Vocês propõem a fundação de uma nova Internacional. Ela seria uma trotskista?
Não. Os trotskistas provavelmente serão uma minoria dentro dessa Internacional. Ela será uma Internacional revolucionária. Aquilo que o trotskismo representa é a herança de um programa, de uma tradição. Essa Internacional vai ter de ser construída sob acordos políticos, como o PT. Uma Internacional que agrupe revolucionários autênticos de todos os países.

E, no processo de construção dessa Internacional, qual é o papel da LIT?
A Liga Internacional é um agrupamento de organizações trotskistas de mais de 25 países. Ela agrupa militantes em praticamente todos os países da América do Sul. Tem uma expressão muito grande na Argentina, onde o Movimento ao Socialismo (MAS) é hoje o maior partido de esquerda. A Liga Internacional se constrói porque nós não acreditamos que podemos dizer: construamos partidos nacionais e, um dia, quando estiverem maduras as condições, quando tivermos influência de massa em dez ou quinze países, construamos uma Internacional. A Internacional é uma necessidade inadiável. Nós achamos muito difícil ter uma política marxista para um país sem uma análise internacional da luta de classes. Nós podemos dizer, grosso modo, que na esquerda hoje há duas análises sobre a situação mundial. Existe a análise daqueles que sempre tiveram uma visão "campista" do mundo. Dizem há décadas que existe o campo capitalista e o campo socialista e que nós, que estamos dentro do campo capitalista, temos que procurar alianças políticas no outro campo, e que este seria nosso aliado na luta contra o imperialismo. Contra esta análise, há cinqüenta anos, os trotskistas afirmam que a direção burocrática da URSS está aliada com o imperialismo para preservar a ordem mundial. Essa visão "campista" agora ruiu. Ruiu porque de repente se revela para o proletariado que o chamado campo socialista impunha ditaduras tirânicas e burocráticas que foram varridas por gigantescas revoluções. O que mudou no mundo é que finalmente foi revelado o que é a burocracia stalinista no poder em Moscou. Há décadas ela mantém um acordo com o imperialismo para defesa da ordem mundial e para a preservação da dominação burocrática dentro do seu país. Agora, a classe operária se colocou em movimento e é muito mais difícil a restauração capitalista porque os trabalhadores se organizaram, fizeram a revolução, estão conscientes de sua própria força.
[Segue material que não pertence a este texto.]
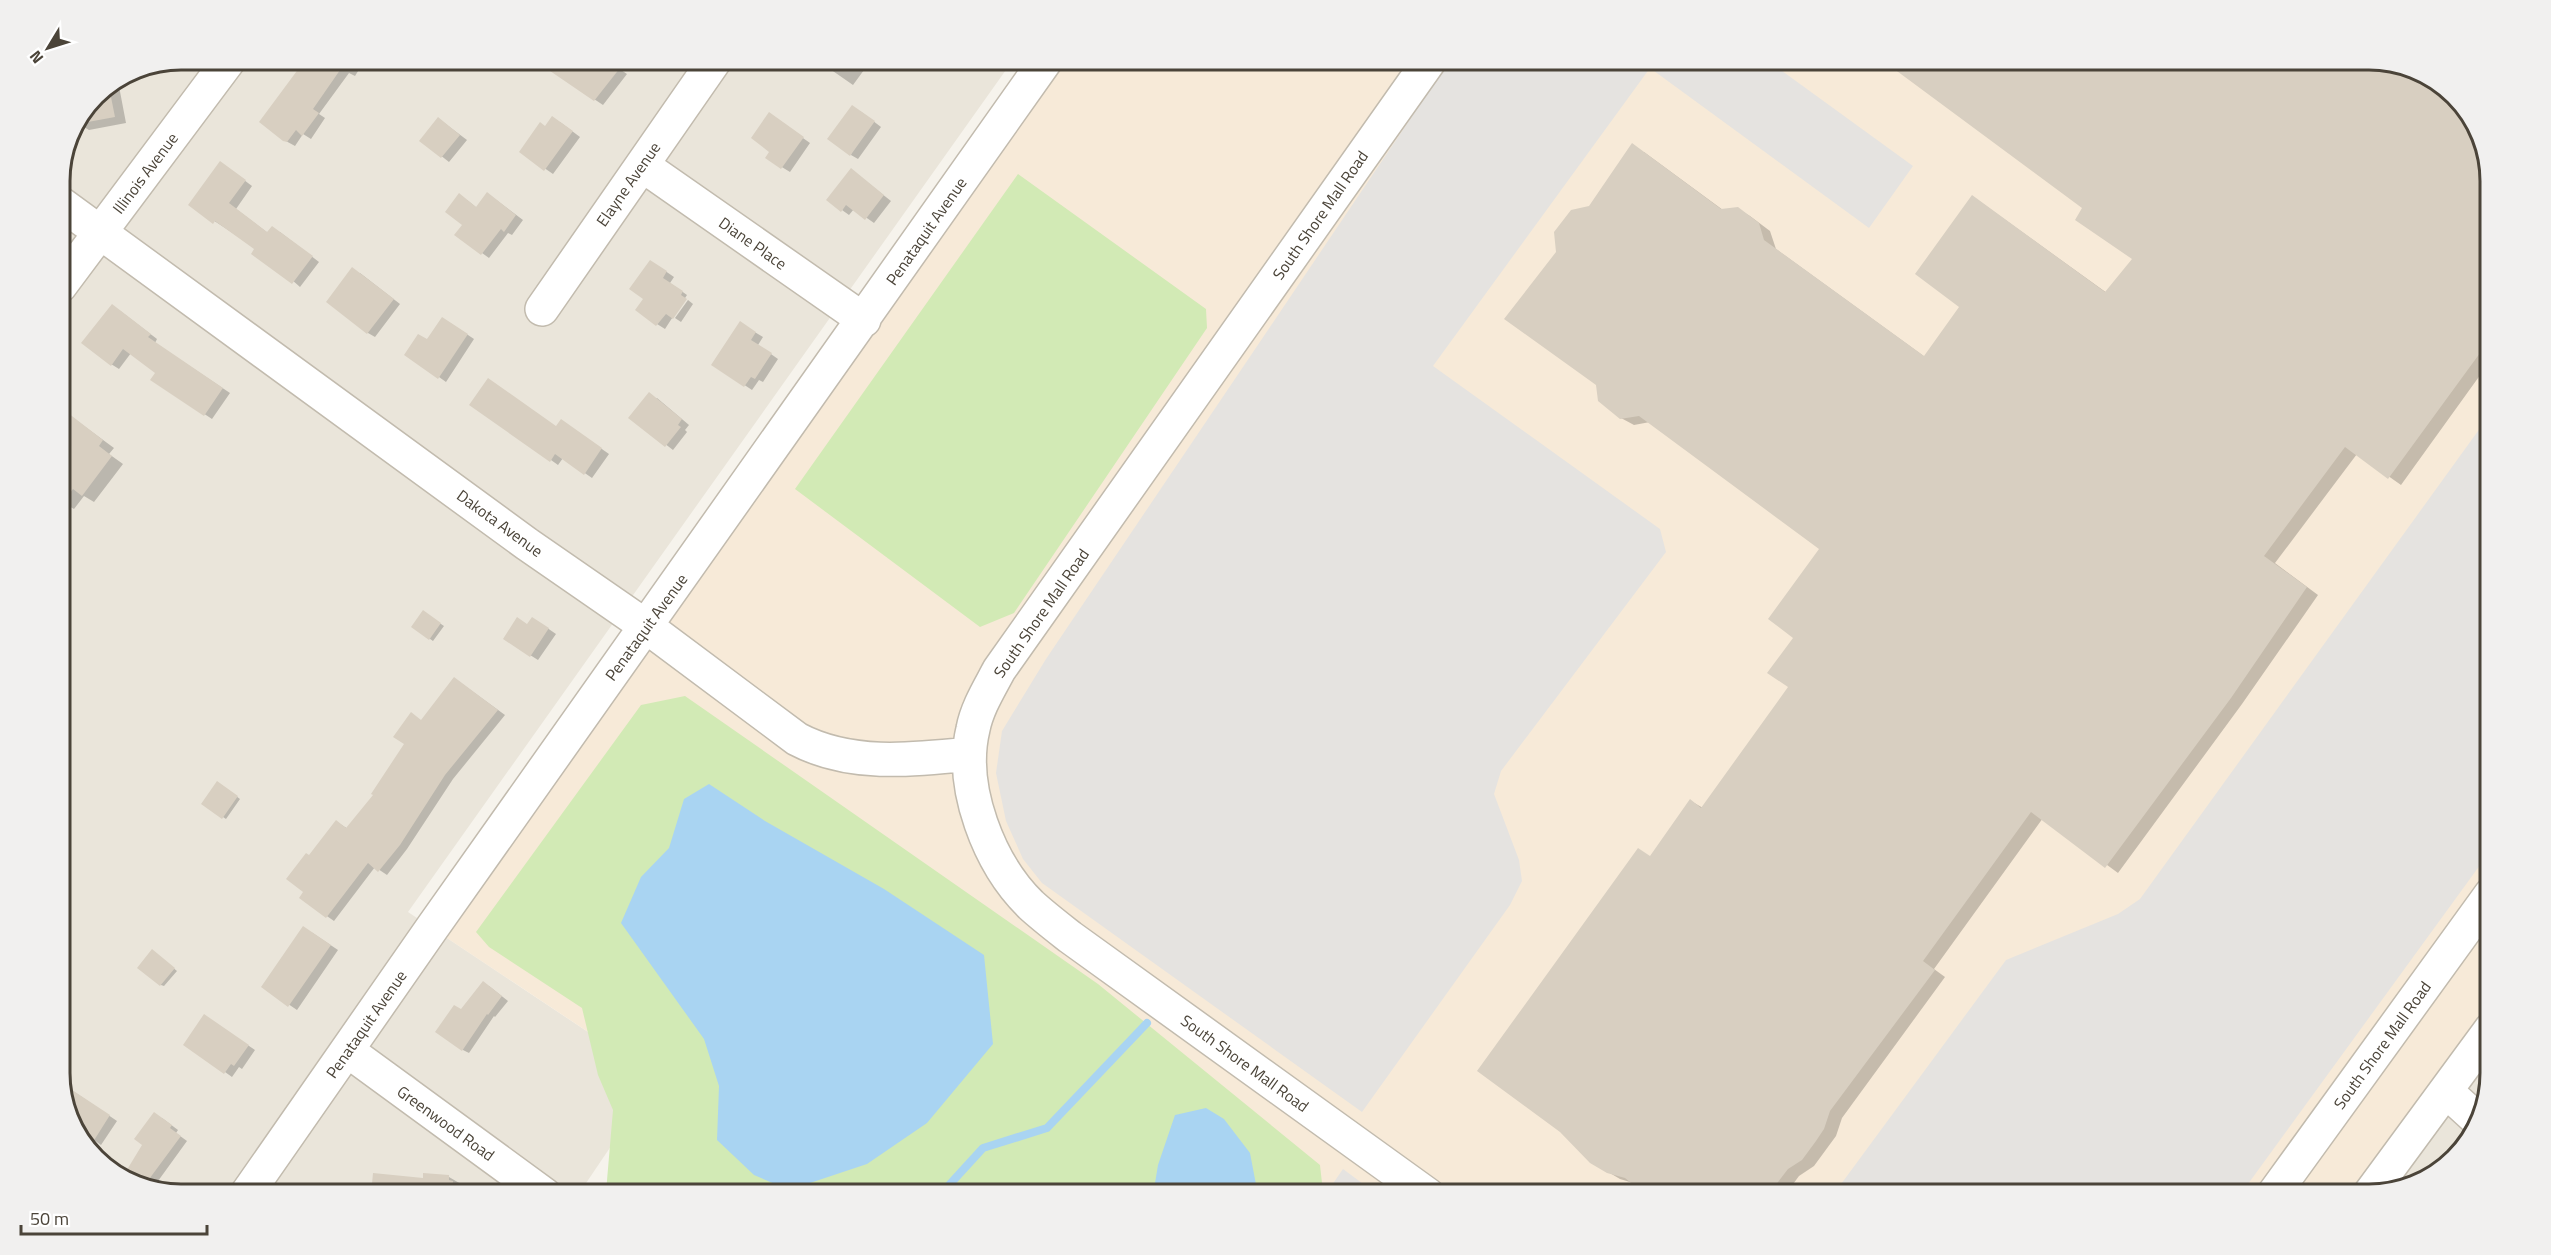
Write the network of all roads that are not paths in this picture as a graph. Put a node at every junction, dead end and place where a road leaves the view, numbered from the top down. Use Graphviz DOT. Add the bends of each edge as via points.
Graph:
graph roads {
  1 [pos="222,70"];
  2 [pos="708,70"];
  3 [pos="1039,70"];
  4 [pos="1423,70"];
  5 [pos="642,165"];
  6 [pos="71,211"];
  7 [pos="100,233"];
  8 [pos="71,271"];
  9 [pos="542,309"];
  10 [pos="864,320"];
  11 [pos="647,627"];
  12 [pos="969,754"];
  13 [pos="2480,909"];
  14 [pos="2480,1044"];
  15 [pos="348,1051"];
  16 [pos="2446,1091"];
  17 [pos="2472,1115"];
  18 [pos="254,1184"];
  19 [pos="530,1184"];
  20 [pos="1413,1184"];
  21 [pos="2281,1184"];
  22 [pos="2378,1184"];
  1 -- 7 [label="street, Illinois Avenue"];
  2 -- 5 [label="street, Elayne Avenue"];
  3 -- 10 [label="street, Penataquit Avenue"];
  4 -- 12 [label="street, South Shore Mall Road" via="1003,665 973,726"];
  5 -- 9 [label="street, Elayne Avenue"];
  5 -- 10 [label="street, Diane Place"];
  6 -- 7 [label="street, Dakota Avenue"];
  7 -- 8 [label="street, Illinois Avenue"];
  7 -- 11 [label="street, Dakota Avenue"];
  10 -- 11 [label="street, Penataquit Avenue"];
  11 -- 12 [label="street, Dakota Avenue" via="786,732 812,747 847,756 896,760"];
  11 -- 15 [label="street, Penataquit Avenue"];
  12 -- 20 [label="street, South Shore Mall Road" via="973,792 987,838 1003,871 1030,904 1070,937"];
  13 -- 21 [label="street, South Shore Mall Road"];
  14 -- 16 [label="street"];
  15 -- 18 [label="street, Penataquit Avenue"];
  15 -- 19 [label="street, Greenwood Road"];
  16 -- 17 [label="street"];
  16 -- 22 [label="street"];
}
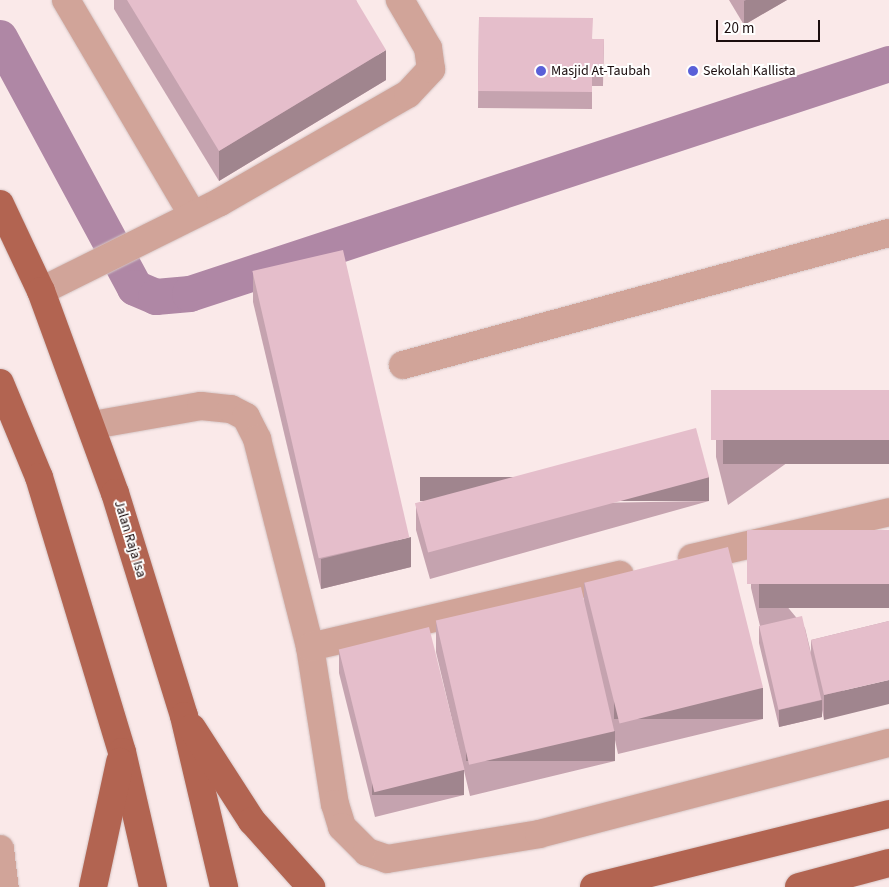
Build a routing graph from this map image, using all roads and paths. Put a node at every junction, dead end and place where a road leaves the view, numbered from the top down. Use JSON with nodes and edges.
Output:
{"nodes":[{"id":1,"x":400,"y":0,"type":"edge"},
{"id":2,"x":69,"y":1,"type":"edge"},
{"id":3,"x":0,"y":204,"type":"edge"},
{"id":4,"x":192,"y":214,"type":"junction"},
{"id":5,"x":889,"y":233,"type":"edge"},
{"id":6,"x":40,"y":291,"type":"junction"},
{"id":7,"x":403,"y":365,"type":"dead end"},
{"id":8,"x":0,"y":383,"type":"edge"},
{"id":9,"x":93,"y":425,"type":"junction"},
{"id":10,"x":889,"y":512,"type":"edge"},
{"id":11,"x":310,"y":647,"type":"junction"},
{"id":12,"x":184,"y":716,"type":"junction"},
{"id":13,"x":889,"y":743,"type":"edge"},
{"id":14,"x":122,"y":752,"type":"junction"},
{"id":15,"x":889,"y":814,"type":"edge"},
{"id":16,"x":0,"y":849,"type":"edge"},
{"id":17,"x":889,"y":863,"type":"edge"},
{"id":18,"x":5,"y":887,"type":"edge"},
{"id":19,"x":93,"y":887,"type":"edge"},
{"id":20,"x":153,"y":887,"type":"edge"},
{"id":21,"x":224,"y":887,"type":"edge"},
{"id":22,"x":311,"y":887,"type":"edge"},
{"id":23,"x":594,"y":887,"type":"edge"},
{"id":24,"x":799,"y":887,"type":"edge"}],
"edges":[{"from":1,"to":4,"type":"street"},
{"from":2,"to":4,"type":"street"},
{"from":3,"to":6,"type":"main road","name":"Jalan Raja Isa"},
{"from":4,"to":6,"type":"street"},
{"from":5,"to":7,"type":"street"},
{"from":6,"to":9,"type":"main road","name":"Jalan Raja Isa"},
{"from":8,"to":14,"type":"main road"},
{"from":9,"to":11,"type":"street"},
{"from":9,"to":12,"type":"main road","name":"Jalan Raja Isa"},
{"from":10,"to":11,"type":"street"},
{"from":11,"to":13,"type":"street"},
{"from":12,"to":21,"type":"main road","name":"Jalan Raja Isa"},
{"from":12,"to":22,"type":"main road"},
{"from":14,"to":19,"type":"main road"},
{"from":14,"to":20,"type":"main road"},
{"from":15,"to":23,"type":"main road"},
{"from":16,"to":18,"type":"street"},
{"from":17,"to":24,"type":"main road"}]}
Nós achamos que há uma situação de profunda instabilidade internacional.

Não parece contraditório que exatamente essa insurreição contra as burocracias esteja, em vários países, hegemonizada por forças de direita, pró-capitalistas?
Claro que é. O que não é contraditório no mundo? O stalinismo significou uma regressão na consciência de milhões de trabalhadores. Todos os ditadores burocráticos eram profundamente odiados pelas massas e isto produz num primeiro momento um estado de enorme confusão. Mas essas são verdadeiras revoluções feitas pelo proletariado e com as massas que não têm uma direção. O que de fato hoje existe nesses países é uma situação de caos econômico. Por quê? O velho planejamento burocrático ordenava mal - mas ordenava - a economia. Este planejamento ruiu. Ninguém mais o aceita. Não há nenhuma ordem econômica no lugar. Segundo, as massas estão no momento confiantes nas suas próprias forças.

Amplos setores no Leste Europeu têm como modelo o capitalismo da Europa Ocidental. Isso não faz com que se fortaleça ao nível internacional uma conjuntura de descenso?
Não, pelo contrário, nunca a situação foi tão favorável à luta pelo socialismo no nosso século. Vou fazer uma afirmação mais chocante: nunca o Leste foi tão favorável ao socialismo! Porque as massas estão em movimento, e um elemento fundamental da ideologia marxista é acreditar profundamente que a emancipação dos trabalhadores será obra dos próprios trabalhadores. Nós temos uma profunda fé no proletariado. Não uma fé religiosa, porque não é apoiada num dogma, mas numa compreensão do processo histórico, de qual o lugar reservado para o operariado nessa sociedade. O proletariado se colocou em movimento. É um exemplo para todo mundo. Nós temos que entender esse movimento de construção da consciência de classe. As massas querem o capitalismo? Não. As massas não querem o capitalismo. As massas querem melhores condições de vida. Há uma explosão de liberdades na Europa do Leste. São as liberdades que foram conquistadas nas ruas pela revolução. Na luta pelas suas reivindicações as massas têm a ilusão de que seus países possam se transformar numa França, numa Suécia. Há ilusões de que a restauração da propriedade privada possa significar prosperidade. Há ilusões mas há também mobilizações. A revolução continua em curso. A insurreição contra as ditaduras burocráticas foi um momento.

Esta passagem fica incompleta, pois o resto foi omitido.